Lack of proper two-factor authentication and device linkage led to the hacking of 900 customer accounts and $509,000 fraudulent transactions in 7-Eleven’s mobile payment app, days after its launch
7-Eleven learned the hard way why it is critical to thoroughly test cyber security software applications before these are launched. The company introduced a new mobile payment feature on its 7Pay app in Japan on 1 July 2019 that enabled users to scan the barcode and charge the credit card details stored in the app. However, design flaws in the app allowed hackers to obtain reset password details on another email ID if they knew the customer’s date of birth, email and phone number. Information like these are often accessible on social media accounts. Furthermore, the app had a default reset on the date of birth to 1 January 2019 if this section was not filled. This made it easy for hackers to break into an account.
7-Eleven shut down the payment feature on its app after several customers complained by 4 July. But by then, 900 consumer accounts were already reported to have been hacked, resulting in a scam of around $509,000 (JPY 55 million).
“This was a business logic flaw. The password reset email could be sent to any email, rather than the email address of the account holder. It is possible to test for business logic flaws as part of a point in time ‘pen test’ or a continuous assessment like a ‘bug bounty program’,” said Laurie Mercer, a security FGP engineer at HackerOne, a cybersecurity company.
Mercer also pointed that “recent experience shows that when incentivised with a modest bounty - hackers can find loopholes like this within four minutes”.

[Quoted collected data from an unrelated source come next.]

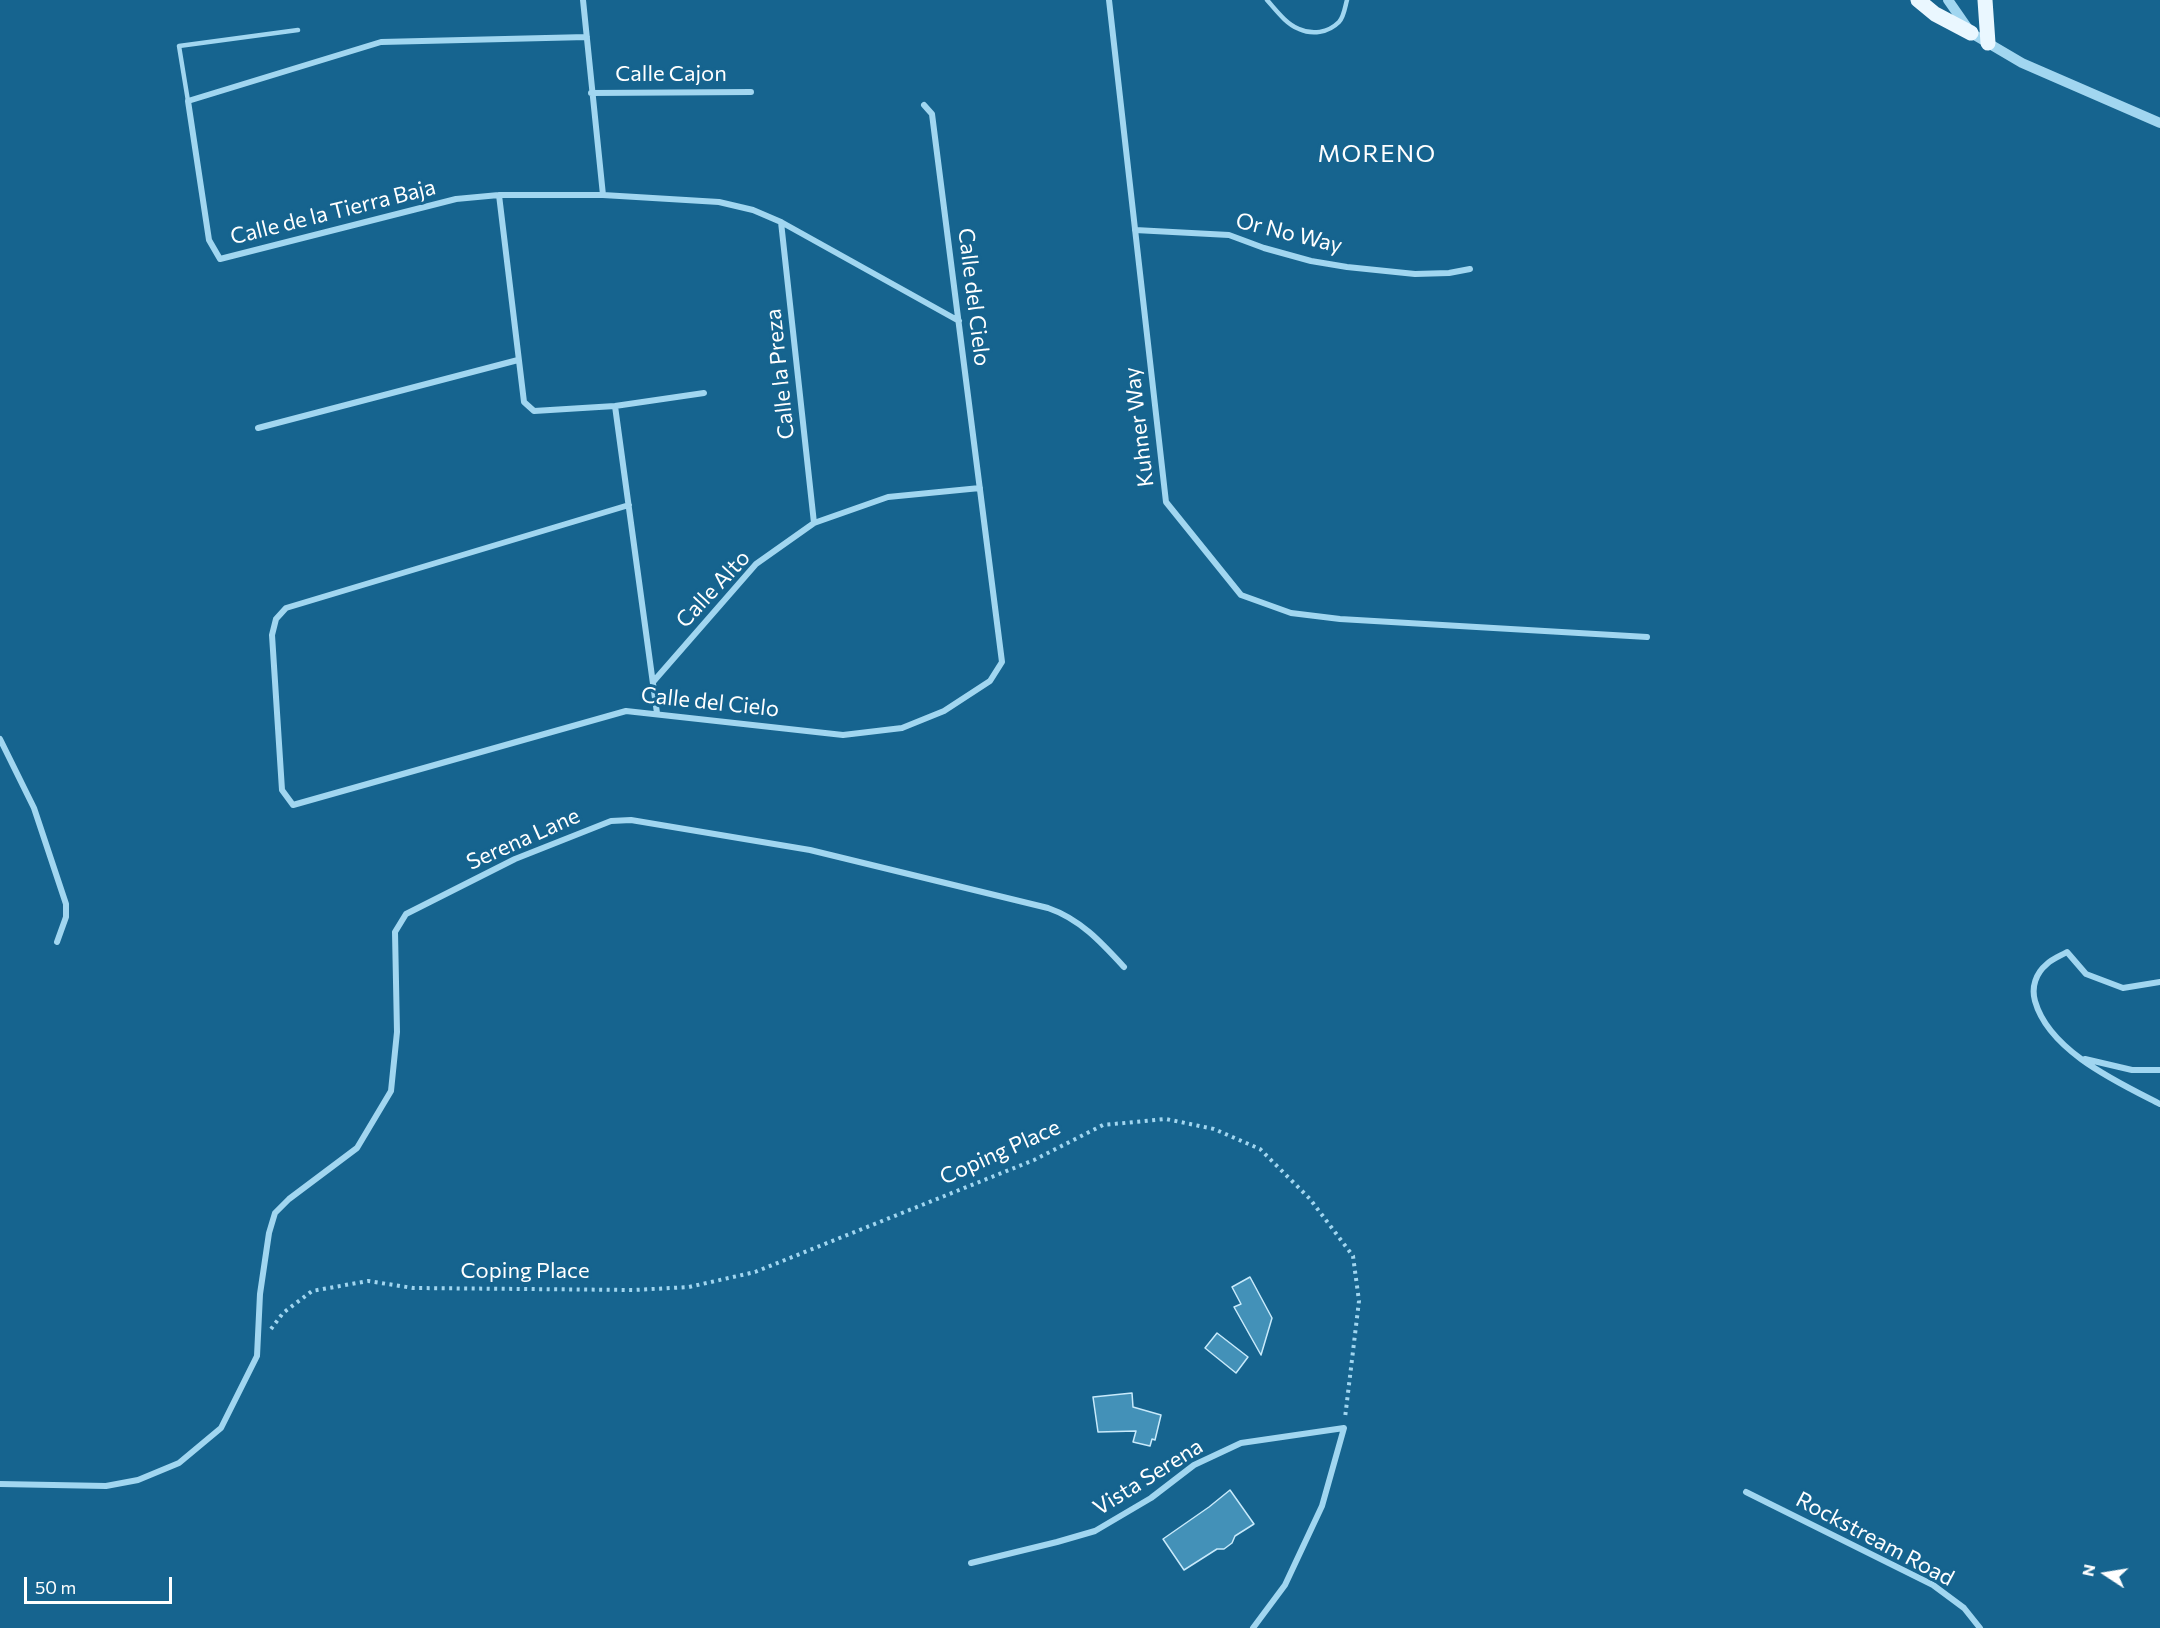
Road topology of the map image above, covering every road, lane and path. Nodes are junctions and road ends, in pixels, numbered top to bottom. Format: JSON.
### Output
{"nodes":[{"id":1,"x":583,"y":0,"type":"edge"},
{"id":2,"x":1109,"y":0,"type":"edge"},
{"id":3,"x":1267,"y":0,"type":"edge"},
{"id":4,"x":1347,"y":0,"type":"edge"},
{"id":5,"x":1918,"y":0,"type":"edge"},
{"id":6,"x":1948,"y":0,"type":"edge"},
{"id":7,"x":1985,"y":0,"type":"edge"},
{"id":8,"x":298,"y":30,"type":"dead end"},
{"id":9,"x":1971,"y":33,"type":"junction"},
{"id":10,"x":586,"y":38,"type":"junction"},
{"id":11,"x":1988,"y":43,"type":"junction"},
{"id":12,"x":751,"y":92,"type":"dead end"},
{"id":13,"x":591,"y":93,"type":"junction"},
{"id":14,"x":188,"y":101,"type":"junction"},
{"id":15,"x":924,"y":105,"type":"dead end"},
{"id":16,"x":2160,"y":123,"type":"edge"},
{"id":17,"x":499,"y":195,"type":"junction"},
{"id":18,"x":603,"y":195,"type":"junction"},
{"id":19,"x":781,"y":222,"type":"junction"},
{"id":20,"x":1135,"y":230,"type":"junction"},
{"id":21,"x":1470,"y":269,"type":"dead end"},
{"id":22,"x":958,"y":321,"type":"junction"},
{"id":23,"x":518,"y":360,"type":"junction"},
{"id":24,"x":704,"y":393,"type":"dead end"},
{"id":25,"x":615,"y":406,"type":"junction"},
{"id":26,"x":258,"y":428,"type":"dead end"},
{"id":27,"x":980,"y":488,"type":"junction"},
{"id":28,"x":628,"y":505,"type":"junction"},
{"id":29,"x":814,"y":522,"type":"junction"},
{"id":30,"x":1647,"y":637,"type":"dead end"},
{"id":31,"x":653,"y":681,"type":"junction"},
{"id":32,"x":657,"y":712,"type":"junction"},
{"id":33,"x":0,"y":740,"type":"edge"},
{"id":34,"x":57,"y":942,"type":"dead end"},
{"id":35,"x":1124,"y":967,"type":"dead end"},
{"id":36,"x":2160,"y":982,"type":"edge"},
{"id":37,"x":2079,"y":1057,"type":"junction"},
{"id":38,"x":2160,"y":1070,"type":"edge"},
{"id":39,"x":2160,"y":1104,"type":"edge"},
{"id":40,"x":257,"y":1356,"type":"junction"},
{"id":41,"x":1344,"y":1428,"type":"junction"},
{"id":42,"x":0,"y":1484,"type":"edge"},
{"id":43,"x":1746,"y":1492,"type":"dead end"},
{"id":44,"x":971,"y":1563,"type":"dead end"},
{"id":45,"x":1254,"y":1628,"type":"edge"},
{"id":46,"x":1980,"y":1628,"type":"edge"}],
"edges":[{"from":1,"to":10,"type":"street"},
{"from":2,"to":20,"type":"street","name":"Kuhner Way"},
{"from":3,"to":4,"type":"lane"},
{"from":5,"to":9,"type":"main road"},
{"from":6,"to":9,"type":"street"},
{"from":7,"to":11,"type":"main road"},
{"from":8,"to":14,"type":"lane"},
{"from":9,"to":11,"type":"street"},
{"from":10,"to":13,"type":"street"},
{"from":10,"to":14,"type":"street"},
{"from":11,"to":16,"type":"street"},
{"from":12,"to":13,"type":"street","name":"Calle Cajon"},
{"from":13,"to":18,"type":"street"},
{"from":14,"to":17,"type":"street","name":"Calle de la Tierra Baja"},
{"from":15,"to":22,"type":"street","name":"Calle del Cielo"},
{"from":17,"to":18,"type":"street","name":"Calle de la Tierra Baja"},
{"from":17,"to":23,"type":"street"},
{"from":18,"to":19,"type":"street","name":"Calle de la Tierra Baja"},
{"from":19,"to":22,"type":"street","name":"Calle de la Tierra Baja"},
{"from":19,"to":29,"type":"street","name":"Calle la Preza"},
{"from":20,"to":21,"type":"street","name":"Or No Way"},
{"from":20,"to":30,"type":"street","name":"Kuhner Way"},
{"from":22,"to":27,"type":"street","name":"Calle del Cielo"},
{"from":23,"to":25,"type":"street"},
{"from":23,"to":26,"type":"street"},
{"from":24,"to":25,"type":"street"},
{"from":25,"to":28,"type":"street"},
{"from":27,"to":29,"type":"street","name":"Calle Alto"},
{"from":27,"to":32,"type":"street","name":"Calle del Cielo"},
{"from":28,"to":31,"type":"street"},
{"from":28,"to":32,"type":"street","name":"Calle del Cielo"},
{"from":29,"to":31,"type":"street","name":"Calle Alto"},
{"from":31,"to":32,"type":"street"},
{"from":33,"to":34,"type":"street"},
{"from":35,"to":40,"type":"street","name":"Serena Lane"},
{"from":36,"to":37,"type":"street"},
{"from":37,"to":38,"type":"street"},
{"from":37,"to":39,"type":"street"},
{"from":40,"to":41,"type":"path","name":"Coping Place"},
{"from":40,"to":42,"type":"street"},
{"from":41,"to":44,"type":"street","name":"Vista Serena"},
{"from":41,"to":45,"type":"street"},
{"from":43,"to":46,"type":"street","name":"Rockstream Road"}]}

The organization failed to meet the basic two-factor authentication and the device linkage logic. It is therefore surprising that this flaw was not diagnosed before the application was launched.
Proper penetration testing by security experts should have revealed this issue. “While penetration tests on their own are not enough for building secure applications, they are essential for ensuring that trivially, exploitable flaws like this are discovered before launch,” pointed Amit Sethi, senior principal consultant at Synopsys, a technology company operating in chip design, verification and application security.
“For regulatory controls in the future, requiring any application that handles payment credentials to undergo thorough application penetration tests could reduce the likelihood of such issues recurring,” he added.
To control the damage, the company promised to compensate the losses incurred by customers and also set up a support line. However, the incident could have larger repercussions in the country that is already lagging in its digital payment acceptance.
According to Japan’s Ministry of Economy, Trade and Industry, Japan is still very cash focused with just 20% cashless payment. Compare this with 90% cashless payment in neighboring South Korea, and between 40%-80% in other developed countries. The country still has a long way to catch up, as the government reportedly targets double digital payments to 40% by 2027.
Among other hacking incidents, Uniqlo, a leading Japanese retailer also reported earlier this year that data of 460,000 customers was hacked. The access to customer data is also more widely available in the dark net now as the credential stuffing attacks increase in the industry. Akamai reported 30 billion credential stuffing attacks in 2018, many of which it said, were perpetrated using botnets.
Fraud incidents like that of 7Pay can reduce the confidence of citizens in digital payments while the government is undertaking efforts to promote it. Nonetheless, an agile response, fast reimbursement and regulatory controls to prevent such frauds in the future could play an important role in restoring customer trust.